Prompt
Leave out all lines before the one containing "middle tip: (424, 235)", and copy that line and all the rest below it exactly.

The data

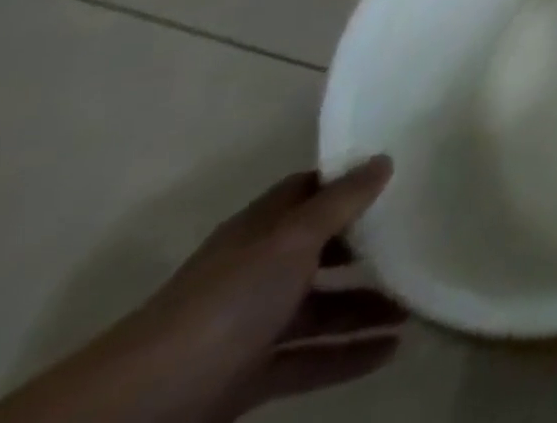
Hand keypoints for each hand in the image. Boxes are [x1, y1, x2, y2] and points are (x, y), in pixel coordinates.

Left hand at [0, 158, 404, 422]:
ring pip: (324, 308)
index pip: (314, 190)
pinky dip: (351, 355)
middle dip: (372, 246)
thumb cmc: (224, 304)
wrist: (132, 413)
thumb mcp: (292, 239)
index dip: (354, 179)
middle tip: (424, 235)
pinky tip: (393, 349)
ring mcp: (252, 328)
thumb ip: (341, 201)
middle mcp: (259, 271)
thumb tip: (384, 158)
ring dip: (370, 305)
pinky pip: (311, 359)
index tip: (404, 171)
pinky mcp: (249, 378)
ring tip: (420, 301)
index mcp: (264, 230)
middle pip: (325, 250)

Solution for this problem
middle tip: (424, 235)
pinky tip: (393, 349)
ring mcp: (252, 328)
thumb ip: (341, 201)
middle mcp: (259, 271)
thumb tip: (384, 158)
ring dip: (370, 305)
pinky pip: (311, 359)
index tip: (404, 171)
pinky mcp: (249, 378)
ring tip: (420, 301)
index mcp: (264, 230)
middle pip: (325, 250)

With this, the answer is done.